Problem to solve -
Output the listing below verbatim, without images.

Record set -

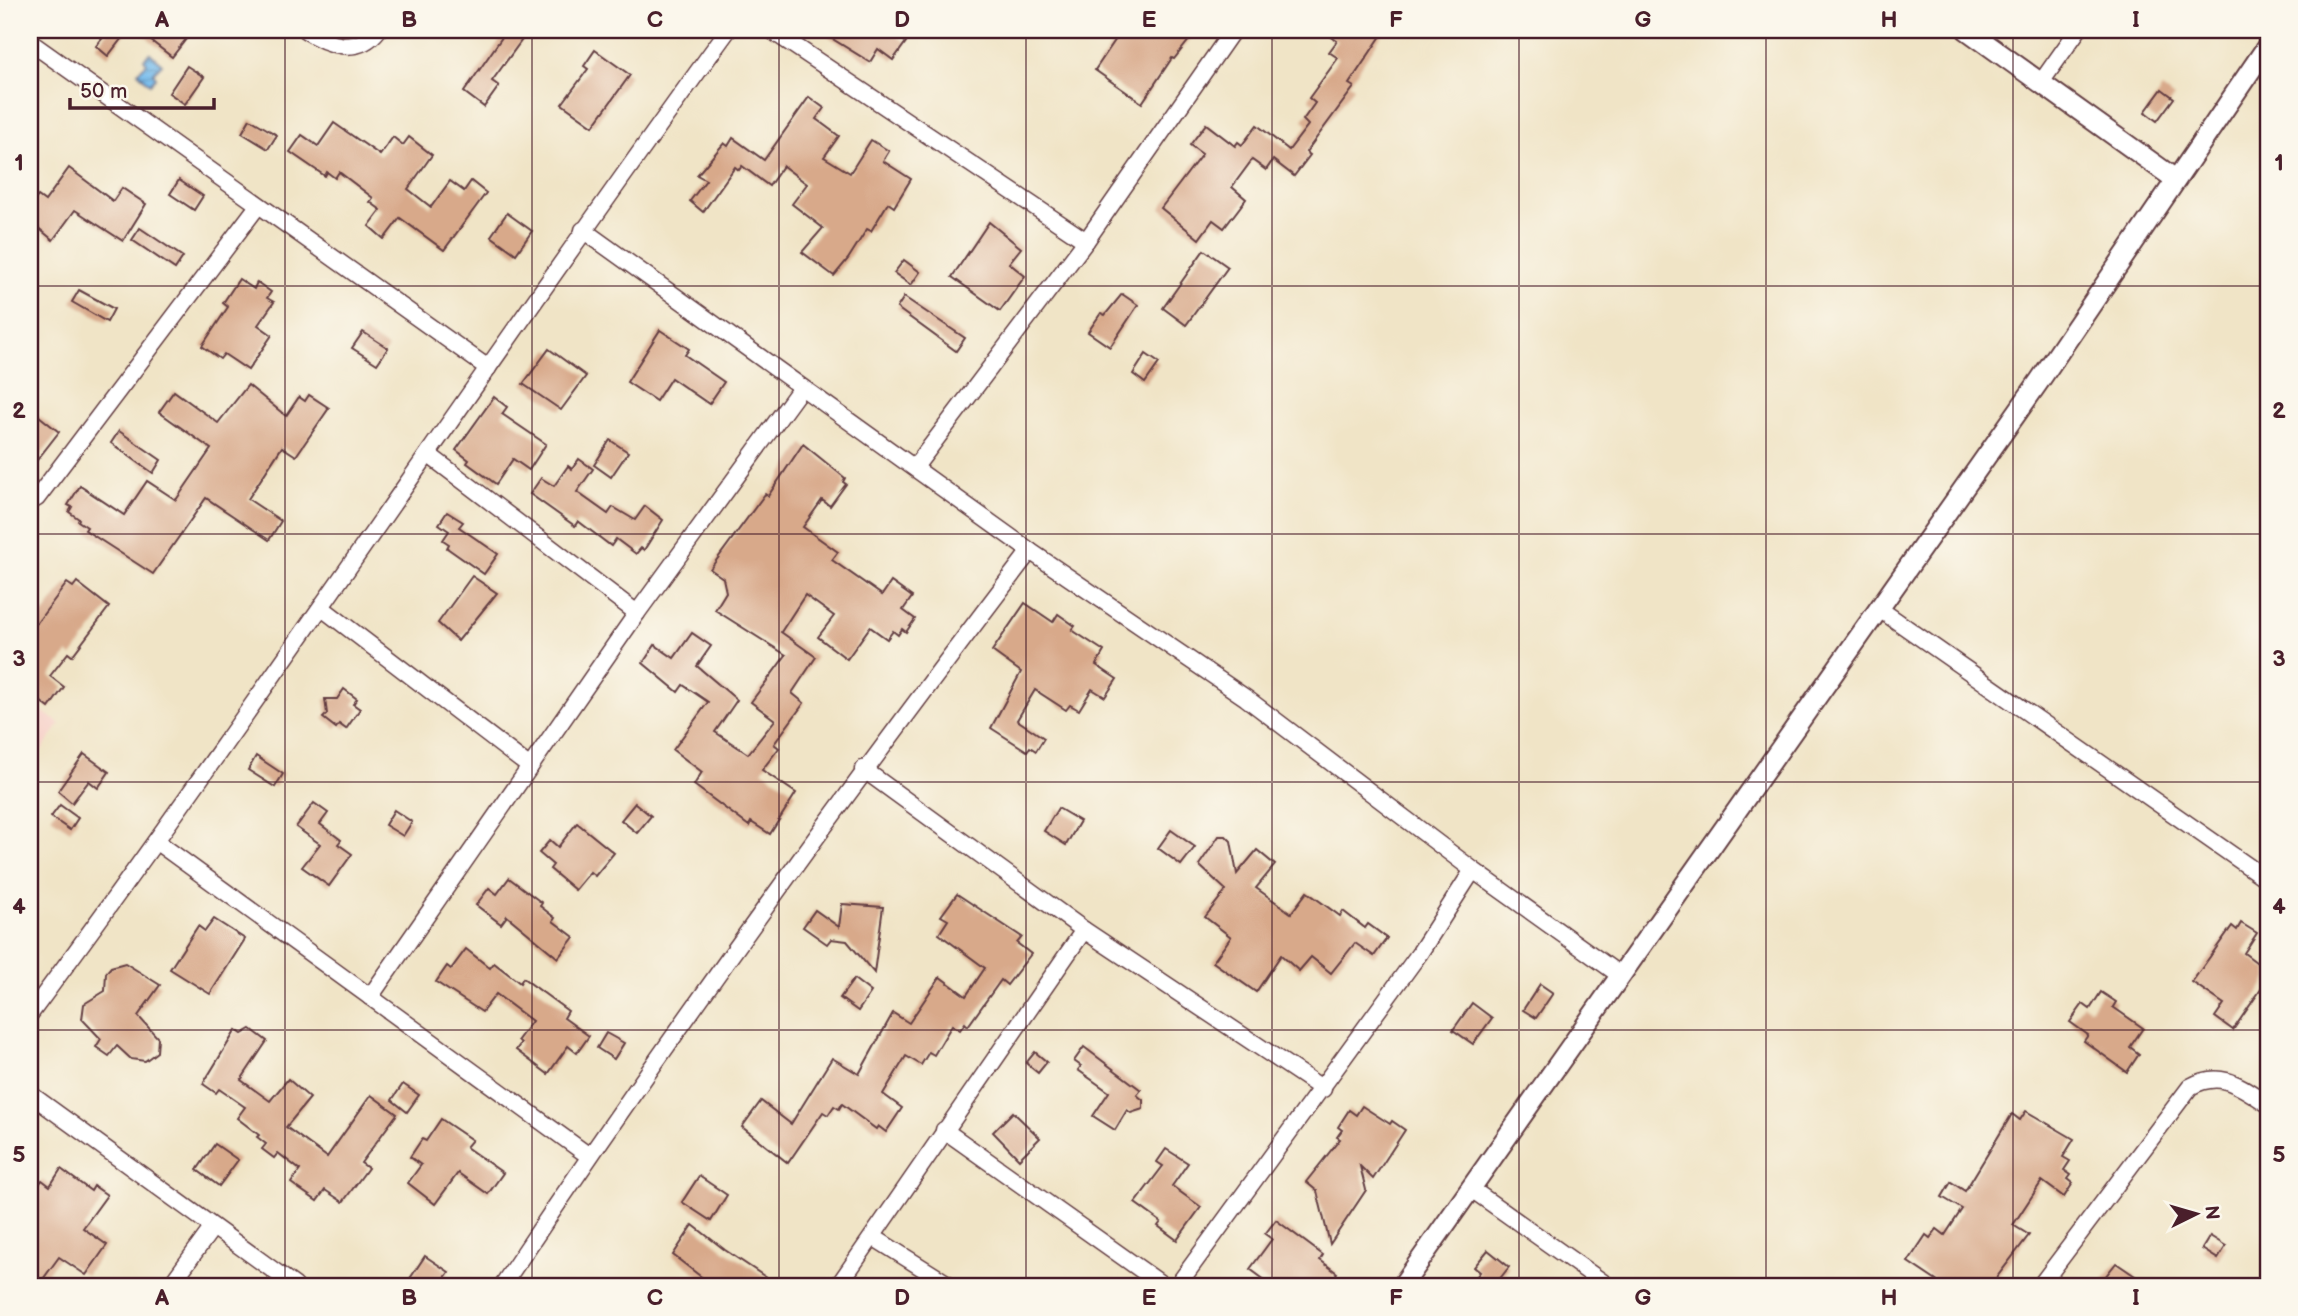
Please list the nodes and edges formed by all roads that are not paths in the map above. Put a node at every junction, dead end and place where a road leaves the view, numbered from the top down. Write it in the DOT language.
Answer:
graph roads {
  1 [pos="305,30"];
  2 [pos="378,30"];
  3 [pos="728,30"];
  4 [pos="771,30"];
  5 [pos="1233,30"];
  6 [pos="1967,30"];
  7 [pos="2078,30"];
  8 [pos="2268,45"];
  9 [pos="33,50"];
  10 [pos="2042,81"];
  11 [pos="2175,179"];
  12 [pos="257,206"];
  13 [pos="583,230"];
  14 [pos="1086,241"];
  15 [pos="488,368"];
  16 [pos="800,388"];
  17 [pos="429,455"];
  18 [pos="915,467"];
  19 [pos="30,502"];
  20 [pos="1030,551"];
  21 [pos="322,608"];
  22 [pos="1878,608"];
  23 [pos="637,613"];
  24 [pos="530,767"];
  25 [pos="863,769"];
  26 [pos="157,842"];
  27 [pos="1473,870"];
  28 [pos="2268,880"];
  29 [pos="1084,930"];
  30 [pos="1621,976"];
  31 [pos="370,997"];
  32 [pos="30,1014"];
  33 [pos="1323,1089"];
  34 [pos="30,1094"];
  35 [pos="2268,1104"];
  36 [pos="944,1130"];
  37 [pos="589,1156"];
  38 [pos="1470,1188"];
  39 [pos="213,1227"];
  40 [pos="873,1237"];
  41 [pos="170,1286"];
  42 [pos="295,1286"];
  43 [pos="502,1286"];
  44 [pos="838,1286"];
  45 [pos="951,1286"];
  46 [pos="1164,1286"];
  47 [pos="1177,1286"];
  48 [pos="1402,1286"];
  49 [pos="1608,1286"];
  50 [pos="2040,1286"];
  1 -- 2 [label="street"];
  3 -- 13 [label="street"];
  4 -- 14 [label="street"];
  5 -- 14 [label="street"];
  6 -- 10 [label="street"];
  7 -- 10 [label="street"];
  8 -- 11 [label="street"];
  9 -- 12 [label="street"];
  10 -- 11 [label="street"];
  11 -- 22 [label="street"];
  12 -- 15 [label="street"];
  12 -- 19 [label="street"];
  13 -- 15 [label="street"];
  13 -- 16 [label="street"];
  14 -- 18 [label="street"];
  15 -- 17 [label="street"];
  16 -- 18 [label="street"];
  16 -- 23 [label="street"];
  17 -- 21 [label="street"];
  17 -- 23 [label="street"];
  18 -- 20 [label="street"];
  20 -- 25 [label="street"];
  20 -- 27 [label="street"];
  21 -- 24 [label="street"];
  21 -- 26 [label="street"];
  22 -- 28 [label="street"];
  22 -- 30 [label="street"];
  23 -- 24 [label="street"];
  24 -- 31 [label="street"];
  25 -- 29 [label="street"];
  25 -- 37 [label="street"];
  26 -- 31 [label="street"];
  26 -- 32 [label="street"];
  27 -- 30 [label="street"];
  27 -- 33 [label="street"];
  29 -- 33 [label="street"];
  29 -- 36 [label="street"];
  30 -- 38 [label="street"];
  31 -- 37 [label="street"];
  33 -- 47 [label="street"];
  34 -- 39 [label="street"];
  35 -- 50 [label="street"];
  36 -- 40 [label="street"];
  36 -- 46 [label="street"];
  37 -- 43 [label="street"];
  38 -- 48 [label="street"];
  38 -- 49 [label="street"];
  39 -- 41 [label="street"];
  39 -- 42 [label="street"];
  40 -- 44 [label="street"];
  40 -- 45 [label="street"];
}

Result of the task -
Please list the nodes and edges formed by all roads that are not paths in the map above. Put a node at every junction, dead end and place where a road leaves the view, numbered from the top down. Write it in the DOT language.
Answer:
graph roads {
  1 [pos="305,30"];
  2 [pos="378,30"];
  3 [pos="728,30"];
  4 [pos="771,30"];
  5 [pos="1233,30"];
  6 [pos="1967,30"];
  7 [pos="2078,30"];
  8 [pos="2268,45"];
  9 [pos="33,50"];
  10 [pos="2042,81"];
  11 [pos="2175,179"];
  12 [pos="257,206"];
  13 [pos="583,230"];
  14 [pos="1086,241"];
  15 [pos="488,368"];
  16 [pos="800,388"];
  17 [pos="429,455"];
  18 [pos="915,467"];
  19 [pos="30,502"];
  20 [pos="1030,551"];
  21 [pos="322,608"];
  22 [pos="1878,608"];
  23 [pos="637,613"];
  24 [pos="530,767"];
  25 [pos="863,769"];
  26 [pos="157,842"];
  27 [pos="1473,870"];
  28 [pos="2268,880"];
  29 [pos="1084,930"];
  30 [pos="1621,976"];
  31 [pos="370,997"];
  32 [pos="30,1014"];
  33 [pos="1323,1089"];
  34 [pos="30,1094"];
  35 [pos="2268,1104"];
  36 [pos="944,1130"];
  37 [pos="589,1156"];
  38 [pos="1470,1188"];
  39 [pos="213,1227"];
  40 [pos="873,1237"];
  41 [pos="170,1286"];
  42 [pos="295,1286"];
  43 [pos="502,1286"];
  44 [pos="838,1286"];
  45 [pos="951,1286"];
  46 [pos="1164,1286"];
  47 [pos="1177,1286"];
  48 [pos="1402,1286"];
  49 [pos="1608,1286"];
  50 [pos="2040,1286"];
  1 -- 2 [label="street"];
  3 -- 13 [label="street"];
  4 -- 14 [label="street"];
  5 -- 14 [label="street"];
  6 -- 10 [label="street"];
  7 -- 10 [label="street"];
  8 -- 11 [label="street"];
  9 -- 12 [label="street"];
  10 -- 11 [label="street"];
  11 -- 22 [label="street"];
  12 -- 15 [label="street"];
  12 -- 19 [label="street"];
  13 -- 15 [label="street"];
  13 -- 16 [label="street"];
  14 -- 18 [label="street"];
  15 -- 17 [label="street"];
  16 -- 18 [label="street"];
  16 -- 23 [label="street"];
  17 -- 21 [label="street"];
  17 -- 23 [label="street"];
  18 -- 20 [label="street"];
  20 -- 25 [label="street"];
  20 -- 27 [label="street"];
  21 -- 24 [label="street"];
  21 -- 26 [label="street"];
  22 -- 28 [label="street"];
  22 -- 30 [label="street"];
  23 -- 24 [label="street"];
  24 -- 31 [label="street"];
  25 -- 29 [label="street"];
  25 -- 37 [label="street"];
  26 -- 31 [label="street"];
  26 -- 32 [label="street"];
  27 -- 30 [label="street"];
  27 -- 33 [label="street"];
  29 -- 33 [label="street"];
  29 -- 36 [label="street"];
  30 -- 38 [label="street"];
  31 -- 37 [label="street"];
  33 -- 47 [label="street"];
  34 -- 39 [label="street"];
  35 -- 50 [label="street"];
  36 -- 40 [label="street"];
  36 -- 46 [label="street"];
  37 -- 43 [label="street"];
  38 -- 48 [label="street"];
  38 -- 49 [label="street"];
  39 -- 41 [label="street"];
  39 -- 42 [label="street"];
  40 -- 44 [label="street"];
  40 -- 45 [label="street"];
}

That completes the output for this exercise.